The regulator raised concerns including a lack of independence, as well as failure to disclose to ASIC potential conflicts, suspected shadow directors, and alleged phoenix activity. It also said that the liquidators failed to undertake basic investigation into the affairs of the companies related to the Crystal Car Wash liquidation.
Justice Paul Brereton said in the judgment that “two other investigations had concluded with no action taken.” He said that “there is significant element of vexation in pursuing Mr Wily,” who retired from practice in 2017.
“While we fully support ASIC’s important role in preserving the integrity of our corporate sector through rigorous monitoring and, where appropriate, through investigation and prosecution, we were perplexed that this particular action was commenced,” Banton said.
“Had this decision gone the other way it would have sent shockwaves through the accounting profession and caused more than a few registered liquidators to think twice about taking appointments in the liquidation of companies without assets,” she said.
Banton, who heads the restructuring and insolvency team at Squire Patton Boggs, said that while the firm’s team “achieved an emphatic vindication” for their client, it should be kept in mind that all external administrators “will face more frequent and more intense surveillance by the regulator,” which may result in court action.

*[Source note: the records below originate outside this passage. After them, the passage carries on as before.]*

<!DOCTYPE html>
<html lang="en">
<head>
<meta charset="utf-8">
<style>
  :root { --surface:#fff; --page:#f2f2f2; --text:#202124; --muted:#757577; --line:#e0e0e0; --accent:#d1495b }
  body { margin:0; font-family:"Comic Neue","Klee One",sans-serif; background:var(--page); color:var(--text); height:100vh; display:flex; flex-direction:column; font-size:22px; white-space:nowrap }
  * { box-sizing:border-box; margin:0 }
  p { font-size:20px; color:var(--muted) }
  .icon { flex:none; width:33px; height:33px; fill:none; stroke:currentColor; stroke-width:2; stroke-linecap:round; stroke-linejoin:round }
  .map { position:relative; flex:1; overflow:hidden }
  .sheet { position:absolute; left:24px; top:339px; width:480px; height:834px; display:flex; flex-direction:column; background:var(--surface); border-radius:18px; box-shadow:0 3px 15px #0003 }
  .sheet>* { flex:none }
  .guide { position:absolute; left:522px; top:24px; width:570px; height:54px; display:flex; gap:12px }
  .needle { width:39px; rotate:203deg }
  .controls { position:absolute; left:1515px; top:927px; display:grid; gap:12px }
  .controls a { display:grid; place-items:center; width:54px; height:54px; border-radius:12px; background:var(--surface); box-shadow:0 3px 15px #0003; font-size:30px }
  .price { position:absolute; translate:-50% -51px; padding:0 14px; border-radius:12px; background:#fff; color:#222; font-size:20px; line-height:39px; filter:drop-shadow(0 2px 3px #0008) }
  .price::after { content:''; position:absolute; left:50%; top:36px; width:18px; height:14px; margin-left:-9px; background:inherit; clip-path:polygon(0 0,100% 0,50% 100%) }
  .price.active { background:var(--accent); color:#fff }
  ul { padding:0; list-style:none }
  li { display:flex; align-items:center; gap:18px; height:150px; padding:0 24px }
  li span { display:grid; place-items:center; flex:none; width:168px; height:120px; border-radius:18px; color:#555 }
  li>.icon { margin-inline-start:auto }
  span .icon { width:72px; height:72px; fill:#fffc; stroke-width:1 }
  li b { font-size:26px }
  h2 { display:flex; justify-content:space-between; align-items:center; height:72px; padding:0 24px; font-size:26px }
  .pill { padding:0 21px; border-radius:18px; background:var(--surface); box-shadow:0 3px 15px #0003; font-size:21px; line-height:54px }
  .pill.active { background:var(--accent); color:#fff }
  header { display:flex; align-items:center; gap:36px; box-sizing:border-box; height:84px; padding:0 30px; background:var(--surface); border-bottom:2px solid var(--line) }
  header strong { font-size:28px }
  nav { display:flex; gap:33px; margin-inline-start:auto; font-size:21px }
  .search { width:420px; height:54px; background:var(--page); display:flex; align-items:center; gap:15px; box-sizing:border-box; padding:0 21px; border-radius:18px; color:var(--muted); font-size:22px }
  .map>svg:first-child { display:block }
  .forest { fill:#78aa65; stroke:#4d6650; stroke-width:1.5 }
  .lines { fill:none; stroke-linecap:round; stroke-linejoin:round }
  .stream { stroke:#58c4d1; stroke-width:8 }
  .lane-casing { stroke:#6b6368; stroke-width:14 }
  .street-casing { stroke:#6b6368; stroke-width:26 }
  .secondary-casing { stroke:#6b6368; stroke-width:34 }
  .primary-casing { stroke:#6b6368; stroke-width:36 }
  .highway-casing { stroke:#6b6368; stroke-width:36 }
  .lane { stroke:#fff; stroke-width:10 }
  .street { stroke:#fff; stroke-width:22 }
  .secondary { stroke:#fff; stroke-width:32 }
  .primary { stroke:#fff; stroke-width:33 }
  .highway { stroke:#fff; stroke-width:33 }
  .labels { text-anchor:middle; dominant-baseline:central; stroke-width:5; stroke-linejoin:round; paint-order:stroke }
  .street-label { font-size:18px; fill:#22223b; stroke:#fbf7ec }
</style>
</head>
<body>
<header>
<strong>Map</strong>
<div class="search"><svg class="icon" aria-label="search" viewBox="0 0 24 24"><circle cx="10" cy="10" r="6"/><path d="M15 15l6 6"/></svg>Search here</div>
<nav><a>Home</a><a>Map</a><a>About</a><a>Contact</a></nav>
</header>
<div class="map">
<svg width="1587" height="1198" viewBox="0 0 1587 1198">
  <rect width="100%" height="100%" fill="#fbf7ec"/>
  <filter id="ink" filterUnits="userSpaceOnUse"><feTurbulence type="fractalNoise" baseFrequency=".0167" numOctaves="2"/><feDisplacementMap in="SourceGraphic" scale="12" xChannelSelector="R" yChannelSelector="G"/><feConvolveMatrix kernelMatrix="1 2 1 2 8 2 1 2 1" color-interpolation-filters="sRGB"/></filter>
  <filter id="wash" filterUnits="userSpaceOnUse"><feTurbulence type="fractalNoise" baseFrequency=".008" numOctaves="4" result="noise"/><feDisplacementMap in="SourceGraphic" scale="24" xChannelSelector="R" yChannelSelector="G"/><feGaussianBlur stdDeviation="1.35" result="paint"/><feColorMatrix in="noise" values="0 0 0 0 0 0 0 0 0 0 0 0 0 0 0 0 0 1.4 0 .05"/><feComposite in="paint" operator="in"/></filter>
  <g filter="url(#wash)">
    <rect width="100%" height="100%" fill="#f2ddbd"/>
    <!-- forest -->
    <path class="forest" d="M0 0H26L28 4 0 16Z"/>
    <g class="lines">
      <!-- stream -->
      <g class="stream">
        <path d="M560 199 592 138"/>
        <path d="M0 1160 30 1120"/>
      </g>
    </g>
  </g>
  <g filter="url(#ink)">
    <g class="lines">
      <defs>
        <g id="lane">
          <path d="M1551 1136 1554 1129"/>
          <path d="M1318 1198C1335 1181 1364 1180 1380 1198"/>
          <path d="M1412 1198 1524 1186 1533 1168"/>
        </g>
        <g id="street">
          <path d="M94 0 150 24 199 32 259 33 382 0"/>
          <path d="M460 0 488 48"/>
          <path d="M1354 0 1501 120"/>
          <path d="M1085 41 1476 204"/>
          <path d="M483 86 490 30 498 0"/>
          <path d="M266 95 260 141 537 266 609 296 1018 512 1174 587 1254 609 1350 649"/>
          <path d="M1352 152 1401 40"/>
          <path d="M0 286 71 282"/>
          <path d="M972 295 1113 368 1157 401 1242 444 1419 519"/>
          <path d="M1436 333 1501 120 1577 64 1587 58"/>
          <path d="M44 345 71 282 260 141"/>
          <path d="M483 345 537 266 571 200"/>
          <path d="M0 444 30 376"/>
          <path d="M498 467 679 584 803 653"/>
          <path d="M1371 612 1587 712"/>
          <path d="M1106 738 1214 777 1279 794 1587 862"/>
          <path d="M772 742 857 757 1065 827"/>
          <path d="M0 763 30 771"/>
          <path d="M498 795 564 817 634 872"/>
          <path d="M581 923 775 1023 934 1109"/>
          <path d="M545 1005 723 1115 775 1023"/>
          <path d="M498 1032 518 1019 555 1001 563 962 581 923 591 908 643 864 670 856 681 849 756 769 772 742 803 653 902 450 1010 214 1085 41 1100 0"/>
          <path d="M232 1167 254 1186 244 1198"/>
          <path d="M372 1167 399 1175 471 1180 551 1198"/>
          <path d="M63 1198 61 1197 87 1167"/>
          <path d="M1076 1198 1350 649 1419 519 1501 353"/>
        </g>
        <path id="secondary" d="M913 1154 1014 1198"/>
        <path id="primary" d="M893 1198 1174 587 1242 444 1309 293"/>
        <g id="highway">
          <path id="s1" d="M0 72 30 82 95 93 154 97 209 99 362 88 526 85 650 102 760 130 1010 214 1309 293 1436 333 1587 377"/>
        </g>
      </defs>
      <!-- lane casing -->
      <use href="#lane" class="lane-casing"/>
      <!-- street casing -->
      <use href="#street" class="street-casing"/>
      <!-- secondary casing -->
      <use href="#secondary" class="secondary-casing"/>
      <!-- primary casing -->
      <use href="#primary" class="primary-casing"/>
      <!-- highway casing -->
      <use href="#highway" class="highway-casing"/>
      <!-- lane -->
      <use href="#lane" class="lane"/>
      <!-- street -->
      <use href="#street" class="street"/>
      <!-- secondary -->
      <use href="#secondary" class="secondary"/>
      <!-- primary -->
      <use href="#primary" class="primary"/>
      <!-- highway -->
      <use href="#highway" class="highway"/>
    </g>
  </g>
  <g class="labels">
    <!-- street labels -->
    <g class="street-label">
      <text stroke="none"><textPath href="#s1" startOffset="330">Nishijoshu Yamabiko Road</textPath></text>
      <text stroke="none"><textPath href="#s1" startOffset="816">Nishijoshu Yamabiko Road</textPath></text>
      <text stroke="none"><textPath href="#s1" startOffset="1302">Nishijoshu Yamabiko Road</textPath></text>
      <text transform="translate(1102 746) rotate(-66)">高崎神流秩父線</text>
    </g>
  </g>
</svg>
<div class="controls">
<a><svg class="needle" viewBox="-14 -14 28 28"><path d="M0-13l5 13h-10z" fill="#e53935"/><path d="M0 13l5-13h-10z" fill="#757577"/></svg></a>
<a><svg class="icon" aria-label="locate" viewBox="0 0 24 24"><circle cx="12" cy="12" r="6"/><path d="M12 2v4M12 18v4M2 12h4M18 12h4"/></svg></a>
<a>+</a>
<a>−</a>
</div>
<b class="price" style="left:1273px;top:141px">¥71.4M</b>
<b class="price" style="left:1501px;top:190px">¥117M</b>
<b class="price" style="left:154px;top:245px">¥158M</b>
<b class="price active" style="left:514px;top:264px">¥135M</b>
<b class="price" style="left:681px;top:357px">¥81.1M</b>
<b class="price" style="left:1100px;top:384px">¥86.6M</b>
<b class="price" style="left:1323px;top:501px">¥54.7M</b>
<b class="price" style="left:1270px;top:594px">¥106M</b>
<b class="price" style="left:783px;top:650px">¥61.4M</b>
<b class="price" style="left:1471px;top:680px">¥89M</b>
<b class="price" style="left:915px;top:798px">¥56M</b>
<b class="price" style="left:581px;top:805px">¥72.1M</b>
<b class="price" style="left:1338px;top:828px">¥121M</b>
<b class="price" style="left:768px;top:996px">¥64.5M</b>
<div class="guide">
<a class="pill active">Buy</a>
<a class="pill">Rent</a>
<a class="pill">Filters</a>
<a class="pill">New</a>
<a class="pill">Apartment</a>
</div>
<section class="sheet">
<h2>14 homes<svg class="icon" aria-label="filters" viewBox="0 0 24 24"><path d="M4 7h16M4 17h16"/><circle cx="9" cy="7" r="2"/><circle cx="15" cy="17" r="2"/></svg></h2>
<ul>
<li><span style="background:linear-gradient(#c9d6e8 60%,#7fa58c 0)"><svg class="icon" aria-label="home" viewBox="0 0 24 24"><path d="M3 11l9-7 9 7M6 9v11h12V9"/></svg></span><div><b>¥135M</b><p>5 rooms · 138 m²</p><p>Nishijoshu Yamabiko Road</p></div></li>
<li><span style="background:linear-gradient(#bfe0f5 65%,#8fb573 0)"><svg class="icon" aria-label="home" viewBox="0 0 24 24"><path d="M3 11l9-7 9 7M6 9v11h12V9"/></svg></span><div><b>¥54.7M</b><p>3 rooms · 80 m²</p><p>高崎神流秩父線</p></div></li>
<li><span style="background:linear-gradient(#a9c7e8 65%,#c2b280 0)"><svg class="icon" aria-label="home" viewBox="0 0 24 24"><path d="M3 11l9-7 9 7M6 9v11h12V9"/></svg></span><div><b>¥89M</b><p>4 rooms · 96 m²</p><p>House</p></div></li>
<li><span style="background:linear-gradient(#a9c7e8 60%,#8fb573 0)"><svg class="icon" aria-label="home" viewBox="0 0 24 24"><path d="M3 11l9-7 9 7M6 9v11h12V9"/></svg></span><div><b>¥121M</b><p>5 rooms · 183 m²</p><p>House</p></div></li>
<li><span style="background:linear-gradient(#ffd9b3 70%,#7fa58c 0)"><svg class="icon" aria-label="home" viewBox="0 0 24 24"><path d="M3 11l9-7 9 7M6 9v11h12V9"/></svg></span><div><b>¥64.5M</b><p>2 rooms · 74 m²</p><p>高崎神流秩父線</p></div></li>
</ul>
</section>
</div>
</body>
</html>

“As highlighted by His Honour in this case, ASIC’s own investigative, inquiry and examination powers are extensive and may be triggered by the regulator without court sanctioning. Further, any investigations or legal action taken by ASIC may not only arise from external administrator reporting obligations owed to ASIC (amongst others) but also, from complaints made by stakeholders. So while the regulator ultimately failed in its case against Mr Wily, it may be buoyed by the court’s judgment and reference to ASIC’s extensive powers and how they may be exercised independent of the court,” she said.